The technique disclosed in the No. 2004-233965 publication can identify with a high accuracy a refrain portion of a music piece if the music piece is simple and clear in musical construction (e.g., pop or rock music piece having clear introductory and refrain portions) and the refrain portion continues for a relatively long time (i.e., has relatively long duration). However, with the technique disclosed in the No.2004-233965 publication which is only intended to identify a refrain portion of a music piece, it is difficult to identify with a high accuracy a particular portion of a music piece where one or more portions each having a short time length (i.e., short-time portions) are repeated successively, e.g. a piece of electronic music where performance tones of a bass or rhythm guitar are repeated in one or more short-time portions each having a time length of about one or two measures.
In view of the foregoing, it is an object of the present invention to provide a technique which can also identify with a high accuracy a portion of a music piece where a short-time portion is repeated.

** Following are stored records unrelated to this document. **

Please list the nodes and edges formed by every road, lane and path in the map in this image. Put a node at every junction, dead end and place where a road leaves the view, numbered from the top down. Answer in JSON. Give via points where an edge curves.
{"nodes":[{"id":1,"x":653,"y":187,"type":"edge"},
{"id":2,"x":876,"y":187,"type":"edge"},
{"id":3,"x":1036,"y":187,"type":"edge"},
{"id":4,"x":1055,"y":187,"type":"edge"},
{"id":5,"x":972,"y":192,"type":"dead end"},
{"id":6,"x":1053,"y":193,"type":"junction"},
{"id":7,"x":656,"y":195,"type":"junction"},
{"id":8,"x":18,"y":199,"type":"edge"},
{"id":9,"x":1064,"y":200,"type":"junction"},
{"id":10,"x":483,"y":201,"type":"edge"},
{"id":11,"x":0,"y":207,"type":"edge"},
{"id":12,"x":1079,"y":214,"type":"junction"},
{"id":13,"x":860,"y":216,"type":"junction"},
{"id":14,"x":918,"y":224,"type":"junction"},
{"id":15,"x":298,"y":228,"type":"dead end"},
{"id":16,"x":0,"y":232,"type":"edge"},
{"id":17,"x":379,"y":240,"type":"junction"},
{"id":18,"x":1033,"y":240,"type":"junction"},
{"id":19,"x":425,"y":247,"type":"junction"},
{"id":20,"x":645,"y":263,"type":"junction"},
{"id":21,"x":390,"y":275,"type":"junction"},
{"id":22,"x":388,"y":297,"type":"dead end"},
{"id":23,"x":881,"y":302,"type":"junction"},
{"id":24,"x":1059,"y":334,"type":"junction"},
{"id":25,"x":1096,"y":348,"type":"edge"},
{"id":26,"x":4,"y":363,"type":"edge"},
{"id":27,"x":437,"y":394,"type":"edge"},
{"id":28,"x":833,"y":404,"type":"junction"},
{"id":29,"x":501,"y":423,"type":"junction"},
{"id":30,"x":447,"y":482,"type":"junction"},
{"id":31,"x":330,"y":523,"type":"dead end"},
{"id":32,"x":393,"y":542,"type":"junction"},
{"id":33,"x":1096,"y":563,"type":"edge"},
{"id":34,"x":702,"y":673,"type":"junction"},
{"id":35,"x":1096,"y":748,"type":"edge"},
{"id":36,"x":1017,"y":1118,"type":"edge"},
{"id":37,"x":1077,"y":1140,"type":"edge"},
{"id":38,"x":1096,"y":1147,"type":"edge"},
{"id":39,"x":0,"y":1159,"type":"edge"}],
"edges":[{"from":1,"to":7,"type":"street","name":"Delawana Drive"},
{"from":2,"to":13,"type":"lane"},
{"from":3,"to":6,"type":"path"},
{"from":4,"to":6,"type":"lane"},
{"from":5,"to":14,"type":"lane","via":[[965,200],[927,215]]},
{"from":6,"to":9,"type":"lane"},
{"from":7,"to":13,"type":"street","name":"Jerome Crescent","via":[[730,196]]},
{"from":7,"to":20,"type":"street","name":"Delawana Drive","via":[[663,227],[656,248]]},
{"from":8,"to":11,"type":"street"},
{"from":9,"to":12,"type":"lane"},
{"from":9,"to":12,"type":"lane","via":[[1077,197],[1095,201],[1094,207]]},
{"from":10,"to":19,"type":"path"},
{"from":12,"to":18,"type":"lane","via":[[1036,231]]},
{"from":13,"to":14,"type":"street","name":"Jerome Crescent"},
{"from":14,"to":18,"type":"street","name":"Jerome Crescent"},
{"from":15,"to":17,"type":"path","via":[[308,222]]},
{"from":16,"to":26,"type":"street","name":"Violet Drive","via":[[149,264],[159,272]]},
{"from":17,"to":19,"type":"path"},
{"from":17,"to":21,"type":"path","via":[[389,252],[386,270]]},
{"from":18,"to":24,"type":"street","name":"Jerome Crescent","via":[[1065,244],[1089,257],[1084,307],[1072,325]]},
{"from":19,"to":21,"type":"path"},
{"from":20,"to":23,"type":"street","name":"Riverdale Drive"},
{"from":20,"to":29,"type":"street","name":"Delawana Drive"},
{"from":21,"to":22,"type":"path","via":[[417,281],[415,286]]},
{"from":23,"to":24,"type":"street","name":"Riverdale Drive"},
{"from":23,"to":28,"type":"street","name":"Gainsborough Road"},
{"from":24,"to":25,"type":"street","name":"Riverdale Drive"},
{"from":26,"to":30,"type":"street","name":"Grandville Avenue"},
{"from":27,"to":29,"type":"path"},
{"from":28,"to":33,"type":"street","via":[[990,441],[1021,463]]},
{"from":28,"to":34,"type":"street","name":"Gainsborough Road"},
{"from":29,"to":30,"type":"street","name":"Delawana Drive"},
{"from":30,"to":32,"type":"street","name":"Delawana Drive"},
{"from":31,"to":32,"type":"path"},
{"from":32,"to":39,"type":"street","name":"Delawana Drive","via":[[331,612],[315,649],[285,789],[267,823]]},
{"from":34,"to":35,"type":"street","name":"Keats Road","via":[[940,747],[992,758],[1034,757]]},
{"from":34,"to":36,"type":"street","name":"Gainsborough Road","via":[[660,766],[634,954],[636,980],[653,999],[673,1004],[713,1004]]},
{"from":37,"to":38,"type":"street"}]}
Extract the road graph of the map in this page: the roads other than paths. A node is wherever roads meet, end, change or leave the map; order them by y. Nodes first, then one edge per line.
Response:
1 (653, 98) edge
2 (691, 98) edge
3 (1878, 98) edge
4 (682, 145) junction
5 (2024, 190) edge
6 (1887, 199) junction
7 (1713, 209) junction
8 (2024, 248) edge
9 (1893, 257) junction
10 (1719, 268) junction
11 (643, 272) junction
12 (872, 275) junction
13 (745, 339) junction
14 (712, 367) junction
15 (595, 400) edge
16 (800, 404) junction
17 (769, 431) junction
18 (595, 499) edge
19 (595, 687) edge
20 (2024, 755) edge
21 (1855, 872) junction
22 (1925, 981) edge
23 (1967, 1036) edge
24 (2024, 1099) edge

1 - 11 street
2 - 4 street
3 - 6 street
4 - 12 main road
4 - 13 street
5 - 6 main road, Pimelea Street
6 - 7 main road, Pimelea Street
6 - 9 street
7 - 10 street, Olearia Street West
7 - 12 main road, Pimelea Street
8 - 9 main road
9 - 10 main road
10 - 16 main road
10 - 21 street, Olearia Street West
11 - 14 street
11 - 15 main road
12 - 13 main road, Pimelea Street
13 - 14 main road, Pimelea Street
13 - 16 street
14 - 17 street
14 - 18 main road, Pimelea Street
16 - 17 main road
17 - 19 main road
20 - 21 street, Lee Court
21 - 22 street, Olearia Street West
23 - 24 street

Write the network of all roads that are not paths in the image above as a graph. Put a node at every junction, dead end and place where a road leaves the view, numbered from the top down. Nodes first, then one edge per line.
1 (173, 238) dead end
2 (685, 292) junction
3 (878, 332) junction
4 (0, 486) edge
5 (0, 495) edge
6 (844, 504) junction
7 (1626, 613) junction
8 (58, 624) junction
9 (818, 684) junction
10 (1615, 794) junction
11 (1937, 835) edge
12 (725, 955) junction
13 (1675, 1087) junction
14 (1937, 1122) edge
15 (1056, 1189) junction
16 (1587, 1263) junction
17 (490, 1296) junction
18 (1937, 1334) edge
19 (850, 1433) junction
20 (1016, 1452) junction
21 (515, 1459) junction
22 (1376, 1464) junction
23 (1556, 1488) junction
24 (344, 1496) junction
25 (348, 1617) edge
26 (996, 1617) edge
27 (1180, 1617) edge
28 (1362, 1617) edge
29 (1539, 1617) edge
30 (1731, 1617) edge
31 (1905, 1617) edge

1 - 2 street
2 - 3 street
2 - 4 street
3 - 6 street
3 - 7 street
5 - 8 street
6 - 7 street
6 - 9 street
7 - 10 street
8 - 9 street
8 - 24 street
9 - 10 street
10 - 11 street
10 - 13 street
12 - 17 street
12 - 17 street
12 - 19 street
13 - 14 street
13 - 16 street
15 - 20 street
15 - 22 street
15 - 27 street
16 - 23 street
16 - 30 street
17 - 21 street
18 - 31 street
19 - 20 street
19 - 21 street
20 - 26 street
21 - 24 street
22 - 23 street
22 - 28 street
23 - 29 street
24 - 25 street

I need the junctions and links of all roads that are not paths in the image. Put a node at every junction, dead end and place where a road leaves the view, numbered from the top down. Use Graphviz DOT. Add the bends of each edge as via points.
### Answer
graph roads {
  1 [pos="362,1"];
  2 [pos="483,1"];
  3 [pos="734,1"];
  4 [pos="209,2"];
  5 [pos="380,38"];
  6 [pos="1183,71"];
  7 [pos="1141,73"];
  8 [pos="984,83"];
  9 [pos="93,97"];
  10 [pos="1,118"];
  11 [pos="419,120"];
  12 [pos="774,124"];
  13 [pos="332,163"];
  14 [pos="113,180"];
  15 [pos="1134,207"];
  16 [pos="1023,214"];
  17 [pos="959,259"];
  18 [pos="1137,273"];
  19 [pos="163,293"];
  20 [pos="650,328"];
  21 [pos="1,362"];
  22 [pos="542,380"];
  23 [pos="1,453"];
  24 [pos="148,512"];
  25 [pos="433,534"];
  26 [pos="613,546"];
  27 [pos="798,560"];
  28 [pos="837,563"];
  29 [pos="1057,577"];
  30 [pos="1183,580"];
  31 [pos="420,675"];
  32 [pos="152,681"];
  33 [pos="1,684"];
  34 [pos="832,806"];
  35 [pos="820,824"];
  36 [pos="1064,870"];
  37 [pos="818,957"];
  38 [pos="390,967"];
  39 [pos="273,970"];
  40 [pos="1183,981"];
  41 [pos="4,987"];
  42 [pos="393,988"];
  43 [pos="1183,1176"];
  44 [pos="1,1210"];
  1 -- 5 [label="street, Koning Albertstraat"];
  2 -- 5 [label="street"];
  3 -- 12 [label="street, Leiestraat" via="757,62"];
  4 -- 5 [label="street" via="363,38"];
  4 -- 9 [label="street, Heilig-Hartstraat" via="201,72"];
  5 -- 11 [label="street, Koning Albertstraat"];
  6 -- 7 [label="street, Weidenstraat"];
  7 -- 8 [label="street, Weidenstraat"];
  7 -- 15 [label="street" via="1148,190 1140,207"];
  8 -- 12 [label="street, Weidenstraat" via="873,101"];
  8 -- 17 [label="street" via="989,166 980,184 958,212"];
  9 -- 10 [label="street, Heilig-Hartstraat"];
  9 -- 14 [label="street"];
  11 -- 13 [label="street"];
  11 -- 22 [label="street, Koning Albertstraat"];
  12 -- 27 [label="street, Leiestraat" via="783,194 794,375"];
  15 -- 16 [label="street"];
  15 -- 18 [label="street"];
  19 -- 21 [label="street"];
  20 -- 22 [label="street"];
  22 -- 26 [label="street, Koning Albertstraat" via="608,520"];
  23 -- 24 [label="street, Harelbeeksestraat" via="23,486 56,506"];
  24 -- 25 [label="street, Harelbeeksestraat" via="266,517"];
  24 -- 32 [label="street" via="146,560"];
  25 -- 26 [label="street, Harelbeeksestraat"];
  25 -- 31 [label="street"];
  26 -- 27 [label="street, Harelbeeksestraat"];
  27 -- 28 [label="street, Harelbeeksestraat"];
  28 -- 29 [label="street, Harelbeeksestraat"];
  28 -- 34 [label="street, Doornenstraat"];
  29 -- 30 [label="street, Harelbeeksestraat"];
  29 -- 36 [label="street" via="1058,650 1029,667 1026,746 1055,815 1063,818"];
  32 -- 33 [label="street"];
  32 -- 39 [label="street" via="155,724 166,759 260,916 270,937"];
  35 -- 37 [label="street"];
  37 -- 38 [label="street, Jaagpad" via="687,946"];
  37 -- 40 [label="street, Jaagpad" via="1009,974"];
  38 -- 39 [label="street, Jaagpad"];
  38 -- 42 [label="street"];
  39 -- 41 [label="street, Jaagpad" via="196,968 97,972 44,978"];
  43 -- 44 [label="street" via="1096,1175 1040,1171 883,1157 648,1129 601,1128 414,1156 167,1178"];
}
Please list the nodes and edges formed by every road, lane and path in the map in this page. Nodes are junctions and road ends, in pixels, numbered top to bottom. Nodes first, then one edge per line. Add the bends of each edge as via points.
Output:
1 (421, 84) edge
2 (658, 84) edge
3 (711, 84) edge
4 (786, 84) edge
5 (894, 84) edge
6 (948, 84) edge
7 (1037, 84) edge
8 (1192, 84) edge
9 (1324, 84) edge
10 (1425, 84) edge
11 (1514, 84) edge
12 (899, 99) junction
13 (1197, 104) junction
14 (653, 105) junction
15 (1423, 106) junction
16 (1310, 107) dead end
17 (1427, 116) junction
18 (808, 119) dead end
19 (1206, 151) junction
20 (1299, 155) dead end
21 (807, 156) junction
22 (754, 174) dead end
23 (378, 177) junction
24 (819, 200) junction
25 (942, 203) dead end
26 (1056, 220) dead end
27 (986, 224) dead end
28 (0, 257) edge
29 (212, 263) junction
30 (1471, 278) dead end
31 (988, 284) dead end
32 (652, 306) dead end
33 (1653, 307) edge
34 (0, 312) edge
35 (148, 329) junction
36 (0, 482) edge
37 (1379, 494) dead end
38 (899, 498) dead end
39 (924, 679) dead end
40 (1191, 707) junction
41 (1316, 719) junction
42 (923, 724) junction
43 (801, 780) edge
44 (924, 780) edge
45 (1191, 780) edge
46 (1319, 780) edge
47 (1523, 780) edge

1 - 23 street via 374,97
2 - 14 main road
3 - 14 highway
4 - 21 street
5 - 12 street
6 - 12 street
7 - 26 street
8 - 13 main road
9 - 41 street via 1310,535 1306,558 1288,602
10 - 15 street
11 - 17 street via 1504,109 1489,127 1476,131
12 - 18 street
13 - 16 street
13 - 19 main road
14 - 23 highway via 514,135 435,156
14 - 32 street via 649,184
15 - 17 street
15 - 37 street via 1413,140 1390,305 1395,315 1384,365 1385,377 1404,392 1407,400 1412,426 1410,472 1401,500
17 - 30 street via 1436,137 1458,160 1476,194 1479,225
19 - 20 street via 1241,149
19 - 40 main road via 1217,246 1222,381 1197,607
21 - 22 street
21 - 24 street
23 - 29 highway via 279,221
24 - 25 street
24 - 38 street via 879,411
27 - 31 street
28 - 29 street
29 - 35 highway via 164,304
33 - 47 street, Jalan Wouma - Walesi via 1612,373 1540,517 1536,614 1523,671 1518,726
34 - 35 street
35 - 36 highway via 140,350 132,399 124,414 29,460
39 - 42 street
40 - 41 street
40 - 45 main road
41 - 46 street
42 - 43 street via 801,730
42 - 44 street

In order to accomplish the above-mentioned object, the present invention provides an improved sound signal processing apparatus for identifying a loop region where a similar musical character is repeated in a sound signal, which comprises: a character extraction section that divides the sound signal into a plurality of unit portions and extracts a character value of the sound signal for each of the unit portions; a degree of similarity calculation section that calculates degrees of similarity between the character values of individual ones of the unit portions; a first matrix generation section that generates a degree of similarity matrix by arranging the degrees of similarity between the character values of the individual unit portions, calculated by the degree of similarity calculation section, in a matrix configuration, the degree of similarity matrix having arranged in each column thereof the degrees of similarity acquired by comparing, for each of the unit portions, the sound signal and a delayed sound signal obtained by delaying the sound signal by a time difference equal to an integral multiple of a time length of the unit portion, the degree of similarity matrix having a plurality of the columns in association with different time differences equal to different integral multiples of the time length of the unit portion; a probability calculation section that, for each of the columns corresponding to the different time differences in the degree of similarity matrix, calculates a repetition probability indicative of a level of similarity on the basis of the degree of similarity; a peak identification section that identifies a plurality of peaks in a distribution of the repetition probabilities calculated by the probability calculation section; a second matrix generation section that generates a reference matrix having a plurality of columns corresponding to different time differences equal to different integral multiples of the time length of the unit portion and having predetermined reference values arranged in the columns associated with positions of the time differences where the plurality of peaks identified by the peak identification section are located; and a collation section that identifies the loop region in the sound signal by collating the reference matrix with the degree of similarity matrix.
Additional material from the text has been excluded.